In nearly every photo the leaders of the LINKE smile happily at such chances. But here, too, some reefs threaten. Whenever the LINKE joined a state coalition it ended up weaker than before. A basic reason is clear: many East German and East Berlin voters gave it their votes because they saw it as a force opposing politicians who so often disappointed them. When the LINKE is in a government it is hard to see it as opposition. It may win some improvements, usually under-reported by the media, but it can hardly fight measures it has officially agreed to. Even when out of power it tried to gain or regain “its share”. This created a gap filled only too willingly, and dangerously, by the far-right Alternative for Germany (AfD), which far too many see as a genuine opposition, despite its program of helping the wealthy and hurting the hard-up, of supporting a renewed draft and military strength, though separate, for nationalist reasons, from the European Union and the USA. But who reads programs? As with Americans backing Trump, insecurity, worries about jobs, prices and the future plus primitive, media-fed hatred of allegedly favored “others” – refugees, Muslims, “furriners” in general, are channeled by the AfD into nasty parades, some violence, and electoral support now at about 14% in Berlin and nationally, and well over that in some East German states.

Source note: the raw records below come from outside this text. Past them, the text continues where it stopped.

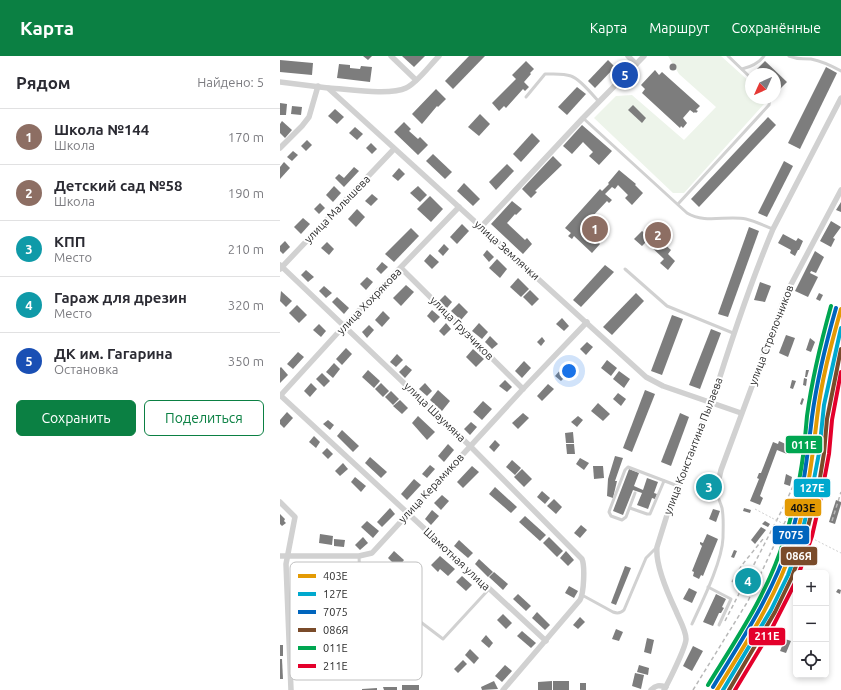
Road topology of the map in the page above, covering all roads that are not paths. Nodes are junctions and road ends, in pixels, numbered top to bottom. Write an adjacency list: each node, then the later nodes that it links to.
1 (391, 56): 12 (street)
2 (439, 56): 12 (street)
3 (628, 56): 8 (street)
4 (644, 56): 8 (street)
5 (728, 56): 9 (lane)
6 (764, 56): 9 (lane)
7 (789, 56): 10 (lane)
8 (636, 64): 18 (street)
9 (742, 69): 11 (lane)
10 (841, 71)
11 (745, 72)
12 (416, 80): 15 (street)
13 (280, 82): 14 (street)
14 (318, 86): 15 (street); 21 (street)
15 (328, 88): 22 (street, улица Землячки)
16 (526, 97): 18 (lane)
17 (841, 98): 27 (street, улица Константина Пылаева)
18 (599, 102): 20 (street)
19 (769, 104): 24 (lane)
20 (583, 118): 24 (lane); 26 (street)
21 (280, 148)
22 (394, 149): 25 (street, улица Землячки); 28 (street, улица Малышева)
23 (841, 190): 37 (street, улица Стрелочников)
24 (678, 204): 27 (lane)
25 (459, 207): 26 (street, улица Землячки); 29 (street, улица Хохрякова)
26 (481, 227): 31 (street, улица Землячки)
27 (773, 229): 33 (street, улица Константина Пылаева)
28 (281, 267): 32 (street, улица Шаумяна)
29 (401, 268): 32 (street, улица Хохрякова); 34 (street, улица Грузчиков)
30 (625, 269): 33 (lane)
31 (587, 322): 34 (street, улица Керамиков); 36 (street, улица Землячки)
32 (344, 326): 35 (street, улица Хохрякова); 38 (street, улица Шаумяна)
33 (733, 333): 36 (street, улица Константина Пылаева)
34 (523, 389): 38 (street, улица Керамиков)
35 (280, 395): 45 (street, Шамотная улица)
36 (712, 402): 37 (street, улица Землячки); 40 (street, улица Константина Пылаева)
37 (741, 413): 41 (street, улица Стрелочников)
38 (470, 446): 45 (street, улица Керамиков); 53 (street, улица Шаумяна)
39 (664, 480): 40 (lane); 44 (lane); 44 (lane)
40 (678, 486): 46 (street, улица Константина Пылаева)
41 (717, 487): 51 (lane)
42 (636, 493): 44 (lane)
43 (280, 502): 48 (street)
44 (630, 508)
45 (408, 513): 49 (street, улица Керамиков); 52 (street, Шамотная улица)
46 (657, 547): 53 (lane); 60 (street, улица Константина Пылаева)
47 (280, 556): 48 (street, улица Керамиков)
48 (288, 556): 49 (street, улица Керамиков); 58 (street)
49 (359, 556): 50 (lane)
50 (359, 562)
51 (708, 587): 55 (lane); 56 (lane)
52 (490, 588): 54 (lane); 57 (street, Шамотная улица)
53 (582, 595): 57 (street)
54 (422, 623)
55 (692, 624)
56 (719, 625)
57 (546, 641): 62 (street)
58 (290, 665)
59 (291, 680): 61 (street)
60 (665, 688): 63 (street)
61 (291, 690)
62 (504, 690)
63 (651, 690)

If only the LINKE could respond to those worries instead of the AfD and be a real, militant street-active opposition, outside and inside the parliaments, if it could borrow tips from Bernie Sanders’ amazing fight or Jeremy Corbyn’s campaign in England it might gain more ground and push back the AfD. When it does act this way, as newly in the western boroughs of Berlin, it gains the most.

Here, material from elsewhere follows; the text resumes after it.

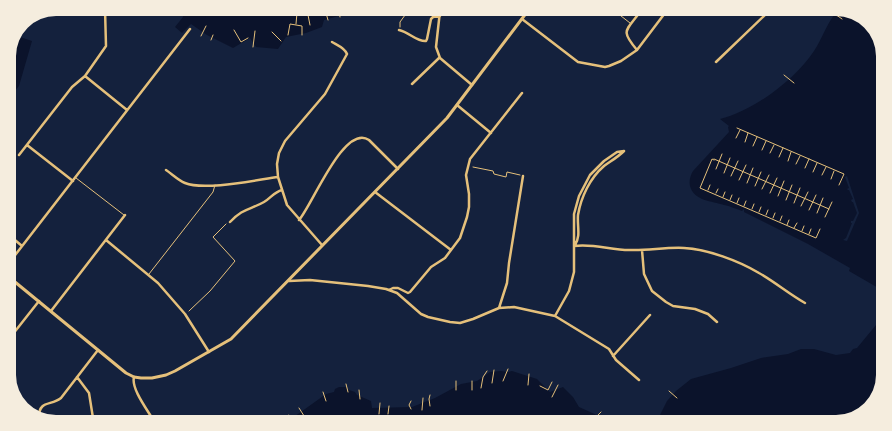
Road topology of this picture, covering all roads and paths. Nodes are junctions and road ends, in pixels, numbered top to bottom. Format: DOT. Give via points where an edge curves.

But if it prefers to be oh-so moderate and willing to compromise in hopes of joining a triple coalition next year on a national scale like that now shaping up in Berlin, it can suffer more big flops, as in a series of state elections. And if, as some seem to wish, it gives up the demands voiced by Sahra Wagenknecht and says “If you’ll let us join we would then OK one or two little deployments abroad, but only, of course, if they’re again called humanitarian” – then, alas, it could follow the same roller-coaster descent as the Social Democrats, who have approved all such moves, or the Greens, whose strong right-wing is more gung-ho than ever, and is now busy improving its close relationship with Daimler-Benz and similar notably so very humanitarian institutions.

But in a Germany now facing many economic reefs, with Volkswagen floundering and even the mighty Deutsche Bank getting nailed for its crooked endeavors, the seas can get mighty turbulent – and a fighting, well-aimed party like the LINKE would be more necessary than ever before.